Weyes Blood

Front Row Seat to Earth

BY Mathias PageauPublished Oct 19, 2016

8
Front Row Seat to Earth is the kind of album that's hard to describe without referencing the work of other artists. Luckily for project mastermind Natalie Mering, the musicians evoked by Weyes Blood's fourth album Front Row Seat to Earth are mostly geniuses. Whether you think of Pink Floyd's gloomy grooves, the Zombies' post-modern harmonies or even Kate Bush's lyrical lilt, she's most definitely in great company.
 
It's worth noting though that the songwriter doesn't only emulate here — she transcends her influences, taking what she wants from '70s AM rock and leaving the rest behind.
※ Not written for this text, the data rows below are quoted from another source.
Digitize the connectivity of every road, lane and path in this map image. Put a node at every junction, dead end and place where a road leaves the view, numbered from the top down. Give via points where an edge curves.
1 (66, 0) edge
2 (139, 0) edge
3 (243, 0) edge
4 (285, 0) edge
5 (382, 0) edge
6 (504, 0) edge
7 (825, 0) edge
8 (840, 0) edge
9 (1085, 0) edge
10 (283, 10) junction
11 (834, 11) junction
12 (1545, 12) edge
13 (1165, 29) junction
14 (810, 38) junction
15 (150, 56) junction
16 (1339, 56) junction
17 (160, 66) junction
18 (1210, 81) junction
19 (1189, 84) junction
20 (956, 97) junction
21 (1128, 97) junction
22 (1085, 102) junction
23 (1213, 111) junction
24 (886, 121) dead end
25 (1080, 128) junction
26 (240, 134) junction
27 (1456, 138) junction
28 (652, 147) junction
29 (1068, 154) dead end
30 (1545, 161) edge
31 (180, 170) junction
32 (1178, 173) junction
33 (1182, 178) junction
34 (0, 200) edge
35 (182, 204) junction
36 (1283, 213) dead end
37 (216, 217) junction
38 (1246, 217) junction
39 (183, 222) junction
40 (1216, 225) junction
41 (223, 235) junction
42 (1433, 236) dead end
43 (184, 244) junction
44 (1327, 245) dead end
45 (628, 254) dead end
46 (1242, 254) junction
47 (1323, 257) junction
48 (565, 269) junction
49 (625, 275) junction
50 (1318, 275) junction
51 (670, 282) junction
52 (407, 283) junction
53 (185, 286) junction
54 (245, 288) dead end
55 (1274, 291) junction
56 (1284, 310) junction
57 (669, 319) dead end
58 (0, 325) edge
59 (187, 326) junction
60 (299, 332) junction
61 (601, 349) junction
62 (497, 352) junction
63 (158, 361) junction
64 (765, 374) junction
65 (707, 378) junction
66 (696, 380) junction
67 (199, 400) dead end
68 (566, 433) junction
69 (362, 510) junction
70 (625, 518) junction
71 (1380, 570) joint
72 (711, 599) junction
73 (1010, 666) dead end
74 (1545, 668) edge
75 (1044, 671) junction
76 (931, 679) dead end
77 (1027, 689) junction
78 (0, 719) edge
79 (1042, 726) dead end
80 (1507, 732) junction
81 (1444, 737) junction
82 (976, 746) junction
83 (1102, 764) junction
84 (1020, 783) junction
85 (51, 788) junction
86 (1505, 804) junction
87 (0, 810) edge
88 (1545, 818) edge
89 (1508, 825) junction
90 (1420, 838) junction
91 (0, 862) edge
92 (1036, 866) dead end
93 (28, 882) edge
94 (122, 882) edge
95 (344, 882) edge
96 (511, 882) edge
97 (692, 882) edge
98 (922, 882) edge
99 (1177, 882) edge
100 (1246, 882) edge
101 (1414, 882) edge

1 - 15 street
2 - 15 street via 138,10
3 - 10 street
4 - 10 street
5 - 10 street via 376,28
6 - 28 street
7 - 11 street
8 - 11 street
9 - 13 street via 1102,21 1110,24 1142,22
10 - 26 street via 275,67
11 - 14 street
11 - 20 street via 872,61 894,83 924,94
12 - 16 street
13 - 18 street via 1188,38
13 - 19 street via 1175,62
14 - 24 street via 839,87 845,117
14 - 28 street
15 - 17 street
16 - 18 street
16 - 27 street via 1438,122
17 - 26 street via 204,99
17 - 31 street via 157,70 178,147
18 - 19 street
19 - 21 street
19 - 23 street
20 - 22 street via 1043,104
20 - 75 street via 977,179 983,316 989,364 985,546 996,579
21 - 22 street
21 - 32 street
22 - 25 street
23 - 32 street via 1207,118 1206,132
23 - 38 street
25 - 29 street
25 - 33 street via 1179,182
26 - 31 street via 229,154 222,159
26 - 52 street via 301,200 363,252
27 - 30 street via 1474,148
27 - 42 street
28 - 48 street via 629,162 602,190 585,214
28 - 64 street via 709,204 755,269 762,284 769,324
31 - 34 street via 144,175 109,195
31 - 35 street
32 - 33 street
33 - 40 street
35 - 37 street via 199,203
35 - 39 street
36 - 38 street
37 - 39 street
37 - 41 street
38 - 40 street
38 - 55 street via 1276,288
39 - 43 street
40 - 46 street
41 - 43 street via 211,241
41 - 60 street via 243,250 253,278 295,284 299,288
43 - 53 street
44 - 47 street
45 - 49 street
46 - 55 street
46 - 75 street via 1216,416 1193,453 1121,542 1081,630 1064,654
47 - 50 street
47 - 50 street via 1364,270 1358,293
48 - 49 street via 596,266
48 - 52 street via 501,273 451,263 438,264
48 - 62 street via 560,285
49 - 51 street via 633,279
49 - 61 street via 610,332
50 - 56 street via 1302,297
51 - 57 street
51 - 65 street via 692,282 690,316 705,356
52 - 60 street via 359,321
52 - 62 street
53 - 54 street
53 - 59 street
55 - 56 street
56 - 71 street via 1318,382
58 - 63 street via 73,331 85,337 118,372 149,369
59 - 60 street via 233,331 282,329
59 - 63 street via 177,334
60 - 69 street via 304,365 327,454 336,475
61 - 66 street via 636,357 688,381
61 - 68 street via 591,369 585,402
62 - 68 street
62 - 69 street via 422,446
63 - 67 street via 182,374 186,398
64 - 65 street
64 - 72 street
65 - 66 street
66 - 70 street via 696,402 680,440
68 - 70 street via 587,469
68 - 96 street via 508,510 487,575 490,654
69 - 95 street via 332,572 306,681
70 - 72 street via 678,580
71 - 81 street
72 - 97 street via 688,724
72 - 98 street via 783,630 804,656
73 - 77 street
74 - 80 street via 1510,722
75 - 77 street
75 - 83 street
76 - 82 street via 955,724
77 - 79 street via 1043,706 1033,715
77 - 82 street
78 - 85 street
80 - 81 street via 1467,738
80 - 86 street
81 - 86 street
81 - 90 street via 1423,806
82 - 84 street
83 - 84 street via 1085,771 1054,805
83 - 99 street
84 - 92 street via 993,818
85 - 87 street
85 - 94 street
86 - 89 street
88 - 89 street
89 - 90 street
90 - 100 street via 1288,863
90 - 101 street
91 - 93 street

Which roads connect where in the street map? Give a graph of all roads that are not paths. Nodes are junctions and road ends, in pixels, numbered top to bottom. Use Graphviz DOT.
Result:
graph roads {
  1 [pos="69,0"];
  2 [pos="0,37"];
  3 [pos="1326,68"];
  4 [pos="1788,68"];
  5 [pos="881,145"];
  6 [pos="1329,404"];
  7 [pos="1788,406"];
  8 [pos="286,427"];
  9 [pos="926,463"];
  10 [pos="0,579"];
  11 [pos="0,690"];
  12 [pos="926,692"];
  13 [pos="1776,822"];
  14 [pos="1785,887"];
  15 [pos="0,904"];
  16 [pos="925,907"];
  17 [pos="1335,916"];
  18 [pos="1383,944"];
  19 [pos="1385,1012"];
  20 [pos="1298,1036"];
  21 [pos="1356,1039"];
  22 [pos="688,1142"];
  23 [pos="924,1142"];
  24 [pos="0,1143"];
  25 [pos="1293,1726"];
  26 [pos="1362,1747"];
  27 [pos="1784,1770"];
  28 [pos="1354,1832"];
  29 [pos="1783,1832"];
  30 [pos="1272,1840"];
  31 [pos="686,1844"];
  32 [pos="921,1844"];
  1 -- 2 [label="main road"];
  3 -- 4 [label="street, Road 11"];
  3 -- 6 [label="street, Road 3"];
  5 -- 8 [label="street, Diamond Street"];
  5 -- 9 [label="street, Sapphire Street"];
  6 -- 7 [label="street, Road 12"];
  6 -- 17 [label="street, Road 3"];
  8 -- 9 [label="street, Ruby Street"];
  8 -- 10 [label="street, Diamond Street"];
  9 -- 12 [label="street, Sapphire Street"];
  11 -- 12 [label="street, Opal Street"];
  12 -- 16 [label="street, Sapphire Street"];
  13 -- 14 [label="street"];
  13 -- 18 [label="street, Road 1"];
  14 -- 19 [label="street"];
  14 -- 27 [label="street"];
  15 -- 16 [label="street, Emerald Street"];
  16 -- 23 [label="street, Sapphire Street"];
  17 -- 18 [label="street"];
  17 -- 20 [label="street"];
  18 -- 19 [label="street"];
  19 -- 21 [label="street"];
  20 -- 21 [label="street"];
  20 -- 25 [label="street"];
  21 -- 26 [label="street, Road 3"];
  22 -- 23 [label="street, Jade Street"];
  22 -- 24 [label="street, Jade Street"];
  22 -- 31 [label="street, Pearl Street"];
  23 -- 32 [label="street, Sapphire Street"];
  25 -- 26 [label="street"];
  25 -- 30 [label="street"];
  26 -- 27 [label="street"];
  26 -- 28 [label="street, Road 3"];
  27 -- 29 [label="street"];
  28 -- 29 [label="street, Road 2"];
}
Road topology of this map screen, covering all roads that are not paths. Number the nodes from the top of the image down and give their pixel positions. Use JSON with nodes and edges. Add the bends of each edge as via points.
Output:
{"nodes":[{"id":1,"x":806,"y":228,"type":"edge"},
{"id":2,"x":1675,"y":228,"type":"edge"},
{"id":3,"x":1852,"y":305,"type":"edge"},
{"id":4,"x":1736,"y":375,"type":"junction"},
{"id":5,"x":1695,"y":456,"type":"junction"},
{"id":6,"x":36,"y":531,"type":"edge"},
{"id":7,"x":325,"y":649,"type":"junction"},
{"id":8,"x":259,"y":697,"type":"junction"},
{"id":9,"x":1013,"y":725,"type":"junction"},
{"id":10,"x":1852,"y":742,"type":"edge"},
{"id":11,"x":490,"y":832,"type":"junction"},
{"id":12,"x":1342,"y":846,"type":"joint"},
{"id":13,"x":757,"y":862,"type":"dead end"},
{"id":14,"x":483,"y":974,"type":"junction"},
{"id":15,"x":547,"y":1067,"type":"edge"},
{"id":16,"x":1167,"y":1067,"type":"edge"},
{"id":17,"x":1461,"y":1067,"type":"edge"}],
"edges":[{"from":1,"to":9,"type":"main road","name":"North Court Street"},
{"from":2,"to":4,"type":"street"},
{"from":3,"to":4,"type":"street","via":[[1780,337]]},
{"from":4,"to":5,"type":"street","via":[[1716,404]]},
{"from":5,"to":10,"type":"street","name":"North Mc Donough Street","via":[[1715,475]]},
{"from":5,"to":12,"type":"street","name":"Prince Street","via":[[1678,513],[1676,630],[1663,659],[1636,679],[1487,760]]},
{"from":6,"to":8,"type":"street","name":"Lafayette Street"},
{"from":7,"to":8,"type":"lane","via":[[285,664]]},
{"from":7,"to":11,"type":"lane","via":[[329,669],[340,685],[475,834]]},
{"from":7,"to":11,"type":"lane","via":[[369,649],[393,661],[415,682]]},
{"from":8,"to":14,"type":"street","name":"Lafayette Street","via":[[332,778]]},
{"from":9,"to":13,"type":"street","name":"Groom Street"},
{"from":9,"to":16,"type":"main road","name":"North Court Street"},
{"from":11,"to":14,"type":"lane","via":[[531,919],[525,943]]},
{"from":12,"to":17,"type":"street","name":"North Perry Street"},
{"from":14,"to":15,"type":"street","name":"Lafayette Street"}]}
Across Front Row's nine sprawling songs, Mering dissects the quirks of her humanity, meditating on her emotions from a distance, as if calming watching ants scurry around an ant farm. On lead single "Seven Words," for example, the chanteuse addresses an old love with bitterly lucid words, pondering, "If I could change how I'm insane / If I could learn to leave my troubles behind." Like most of the songs on the album, it starts with a simple chord progression before eventually branching out into powerful, proggy arrangements.
 
Front Row Seat to Earth might not be the most immediate record released this year, but it never turns its back on you. Accessible without ever being simple, it's one worth getting into, even if the way is labyrinthine.